Although TriOil believes that the expectations and assumptions on which the forward-looking statements are based are reasonable, undue reliance should not be placed on the forward-looking statements because TriOil can give no assurance that they will prove to be correct. Since forward-looking statements address future events and conditions, by their very nature they involve inherent risks and uncertainties. Actual results could differ materially from those currently anticipated due to a number of factors and risks. These include, but are not limited to, the failure to satisfy the conditions to closing the transaction, risks associated with the oil and gas industry in general (e.g., operational risks in development, exploration and production; delays or changes in plans with respect to exploration or development projects or capital expenditures; the uncertainty of reserve estimates; the uncertainty of estimates and projections relating to production, costs and expenses, and health, safety and environmental risks), commodity price and exchange rate fluctuations and uncertainties resulting from potential delays or changes in plans with respect to exploration or development projects or capital expenditures. Certain of these risks are set out in more detail in TriOil's Annual Information Form which has been filed on SEDAR and can be accessed at www.sedar.com and TriOil's other public disclosure documents which have been filed on SEDAR and can be accessed at www.sedar.com.

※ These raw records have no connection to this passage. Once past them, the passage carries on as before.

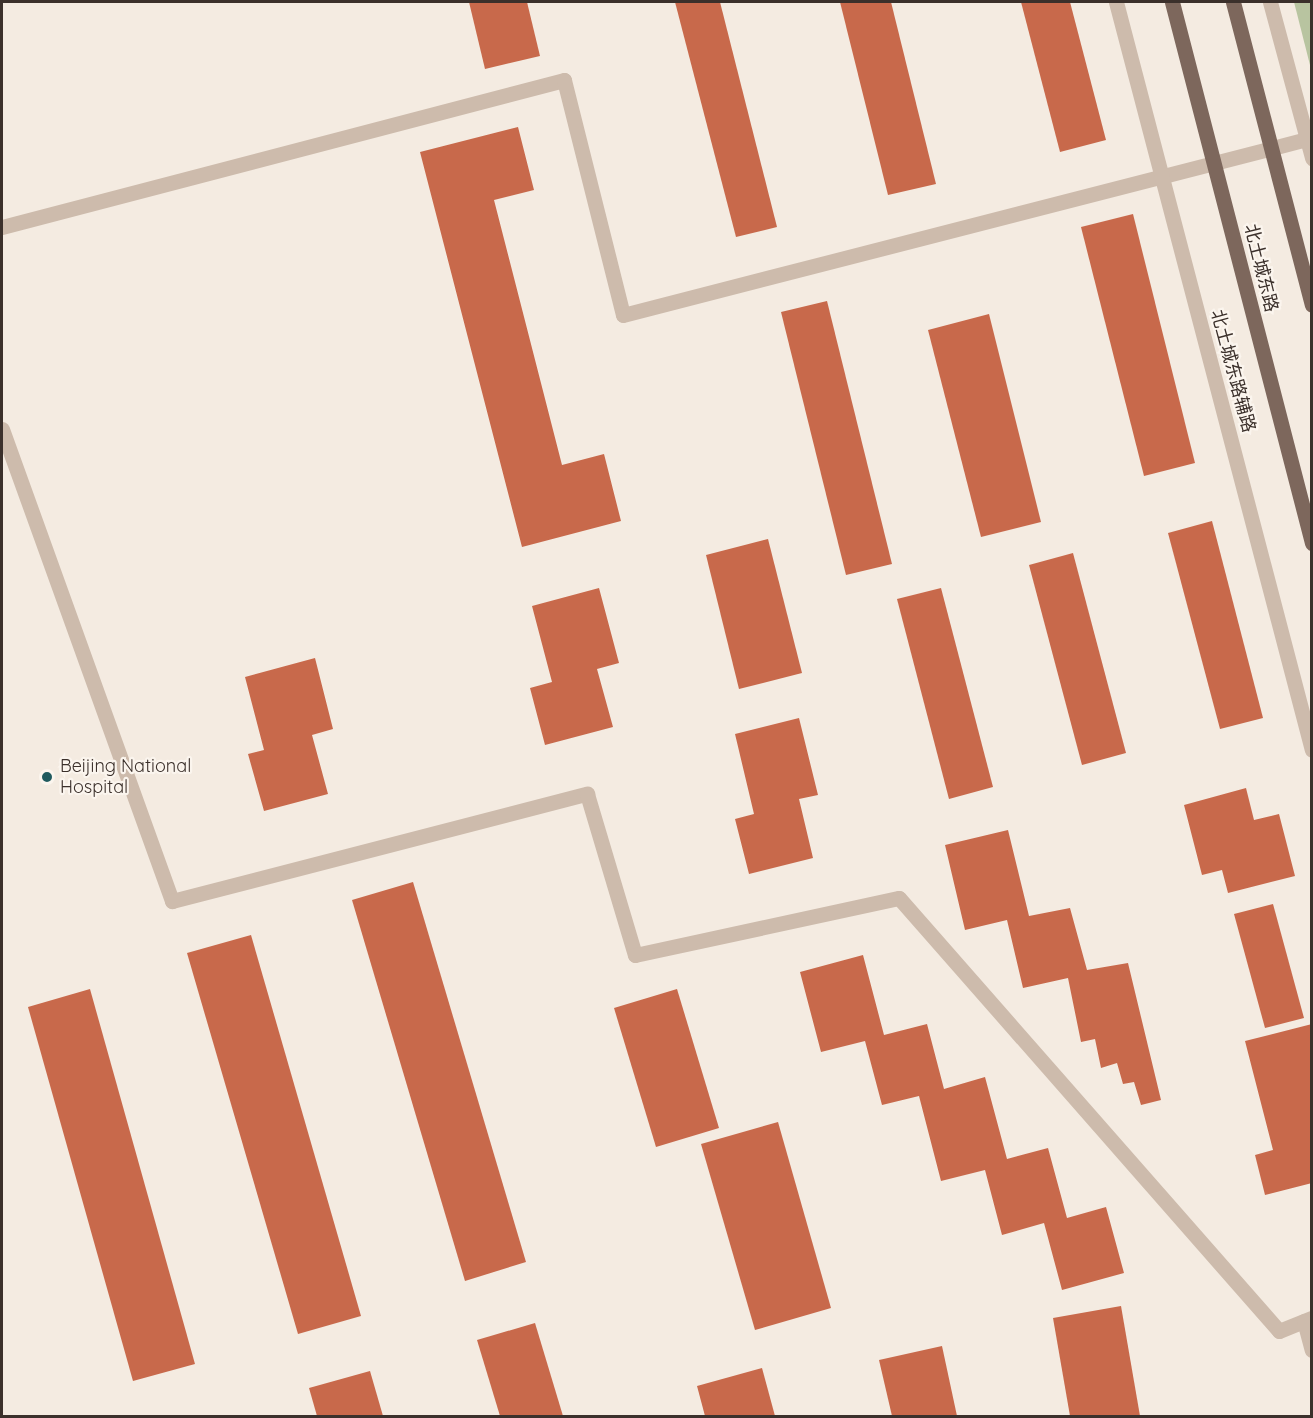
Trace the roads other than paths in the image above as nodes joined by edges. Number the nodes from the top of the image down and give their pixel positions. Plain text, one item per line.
1 (1116, 2) edge
2 (1172, 2) edge
3 (1233, 2) edge
4 (1270, 2) edge
5 (1306, 139) junction
6 (1271, 148) junction
7 (1311, 158) edge
8 (1214, 163) junction
9 (1162, 176) junction
10 (2, 227) edge
11 (1311, 305) edge
12 (2, 429) edge
13 (1311, 543) edge
14 (1311, 750) edge
15 (1307, 1320) edge
16 (1311, 1350) edge

1 - 9 street, 北土城东路辅路
2 - 8 main road, 北土城东路
3 - 6 main road
4 - 5 street
5 - 6 street
5 - 7 street
6 - 8 street
6 - 11 main road
8 - 9 street
8 - 13 main road, 北土城东路
9 - 10 street
9 - 14 street, 北土城东路辅路
12 - 15 street
15 - 16 street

The forward-looking statements contained in this press release are made as of the date hereof and TriOil undertakes no obligation to update publicly or revise any forward-looking statements or information, whether as a result of new information, future events or otherwise, unless so required by applicable securities laws.
Meaning of BOE
The term "boe" may be misleading, particularly if used in isolation. A boe conversion of 6 Mcf:1 bbl is based on an energy equivalency conversion method primarily applicable at the burner tip and does not represent a value equivalency at the wellhead.
NEITHER THE TSX VENTURE EXCHANGE NOR ITS REGULATION SERVICES PROVIDER (AS THAT TERM IS DEFINED IN THE POLICIES OF THE TSX VENTURE EXCHANGE) ACCEPTS RESPONSIBILITY FOR THE ADEQUACY OR ACCURACY OF THIS RELEASE.